I wouldn’t be the first to point out the vastly increased role of the various Hollywood studios’ marketing departments in every stage of the creative process these days. Whereas marketing departments once usually stepped in only after a movie was completed, marketers are now involved in decisions about what scripts to buy and how to rewrite them, whom to cast, and how to film, all in the service of sales strategies targeting specific demographic groups. (I’m not arguing that this never used to be the case, back in some Edenic halcyon age of moviemaking for movies’ sake, but if you imagine a continuum between “moviemaking for movies’ sake” and “moviemaking for the shareholders’ sake,” I think it’s pretty clear that we used to be a lot closer to the former and are lately tending a lot closer to the latter.)

And if there’s one demographic group that causes Hollywood marketing directors to hear old-fashioned cash-register kaching noises while their pupils are replaced by dollar-bill signs, it’s 12-24-year-olds, because they buy the most movie tickets. In 2007 – the most recent data I could find after 30 seconds of googling – this age group bought almost 40 percent of all movie tickets sold. (The next biggest purchasers are 25-39-year-olds, responsible for only 29 percent of 2007 ticket sales.) For an idea of what kind of money these people are putting on the table, consider that the spending power of 12-17-year-olds alone nearly reached $190 billion in 2006 and was predicted to top $200 billion any year now. (I imagine that more than a few allowances have been revised downward since that prediction was made, but still.)

One interesting question I’m not sure how to answer is what came first – teens buying the most movie tickets, or movies being aimed more and more at teens. But at the moment, if you are a Hollywood executive who wants to be able to report good news to your company’s shareholders, you couldn’t be blamed for deciding that marketing to teenagers needs to be a pretty important part of your strategy.

In other words, the preponderance of idiotic movies does not mean that Hollywood is run by idiots. It means Hollywood is run by very smart people who are very good at separating 14-year-olds from their paper-route money.

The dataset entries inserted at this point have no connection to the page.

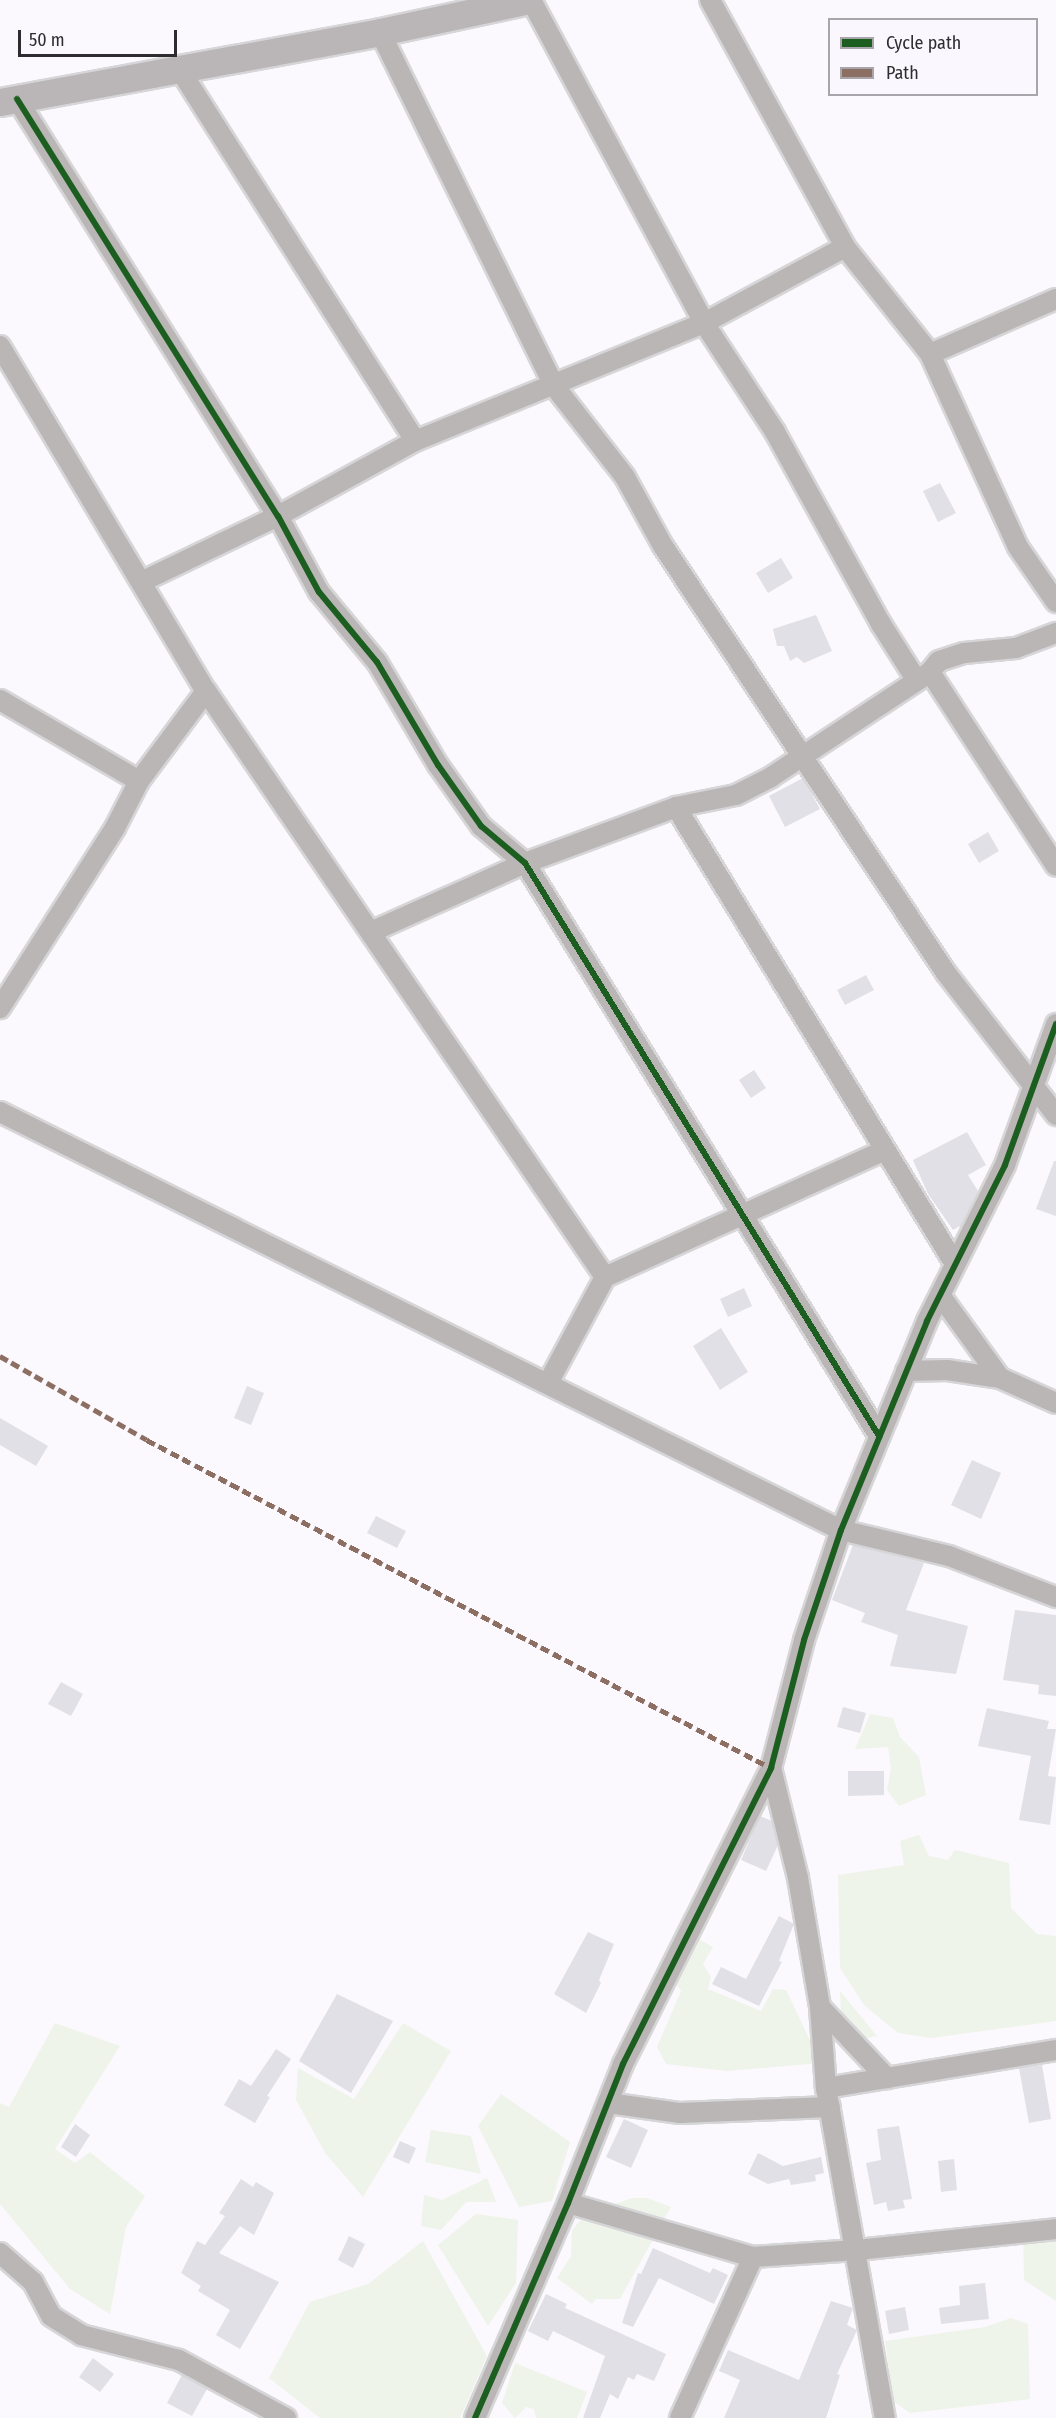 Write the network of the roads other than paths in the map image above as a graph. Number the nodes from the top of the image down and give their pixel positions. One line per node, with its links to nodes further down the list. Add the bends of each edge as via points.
1 (530, 0): 3 (street); 8 (street)
2 (710, 0): 6 (street)
3 (380, 32): 4 (street); 11 (street)
4 (180, 70): 5 (street); 12 (street)
5 (9, 101): 13 (street)
6 (845, 247): 8 (street); 10 (street)
7 (1056, 298): 10 (street)
8 (704, 323): 11 (street); 17 (street, via 775,432 881,624)
9 (0, 346): 14 (street)
10 (930, 354): 15 (street, via 1018,547)
11 (555, 387): 12 (street); 20 (street, via 624,477 663,546)
12 (415, 441): 13 (street)
13 (278, 516): 14 (street); 23 (street, via 319,592 377,662 481,826)
14 (141, 582): 18 (street)
15 (1056, 602)
16 (1056, 633): 17 (street, via 1016,648 964,653 939,661)
17 (924, 676): 20 (street); 24 (street)
18 (206, 691): 21 (street); 25 (street)
19 (0, 700): 21 (street)
20 (801, 757): 22 (street, via 736,795); 28 (street, via 946,973)
21 (139, 781): 26 (street, via 115,828)
22 (676, 807): 23 (street); 31 (street)
23 (525, 863): 25 (street); 32 (street)
24 (1056, 866)
25 (371, 932): 34 (street)
26 (0, 1008)
27 (1056, 1024): 28 (street)
28 (1033, 1084): 30 (street); 33 (street, via 1005,1166)
29 (0, 1112): 38 (street)
30 (1056, 1115)
31 (885, 1150): 32 (street); 33 (street)
32 (742, 1212): 34 (street); 40 (street)
33 (955, 1264): 35 (street)
34 (605, 1277): 38 (street)
35 (940, 1295): 36 (street); 37 (street)
36 (906, 1371): 37 (street, via 947,1371); 40 (street)
37 (1000, 1378): 39 (street)
38 (548, 1383): 41 (street)
39 (1056, 1402)
40 (879, 1436): 41 (street)
41 (841, 1530): 42 (street, via 949,1556); 43 (street, via 804,1640)
42 (1056, 1597)
43 (771, 1768): 44 (street, via 798,1878); 48 (street, via 623,2064)
44 (820, 2007): 46 (street); 47 (street)
45 (1056, 2050): 46 (street)
46 (887, 2078): 47 (street)
47 (828, 2097): 48 (street, via 680,2113); 51 (street)
48 (608, 2103): 49 (street)
49 (568, 2203): 53 (street); 55 (street)
50 (1056, 2229): 51 (street)
51 (857, 2250): 53 (street); 57 (street)
52 (0, 2253): 54 (street, via 33,2282 51,2316 81,2334 179,2360)
53 (753, 2256): 56 (street)
54 (286, 2418)
55 (475, 2418)
56 (680, 2418)
57 (885, 2418)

So the next time you – i.e., a non-12-24-year-old, or anyone interested in movies aimed at people with a little more life experience and perspective – are scanning the new releases at the video store, or checking the paper to see if there might be a movie playing that you are willing to spend $7-$15 to see, remember that you are trespassing in the sandbox. The movies don’t look good to you because they aren’t made for you. (This is why, in general, I rarely pay attention to movies that take up more than a shelf or two in the video store new releases display. The more copies the store ordered, the worse the odds that it’s anything I need to see.)

Maybe you should take up knitting or something.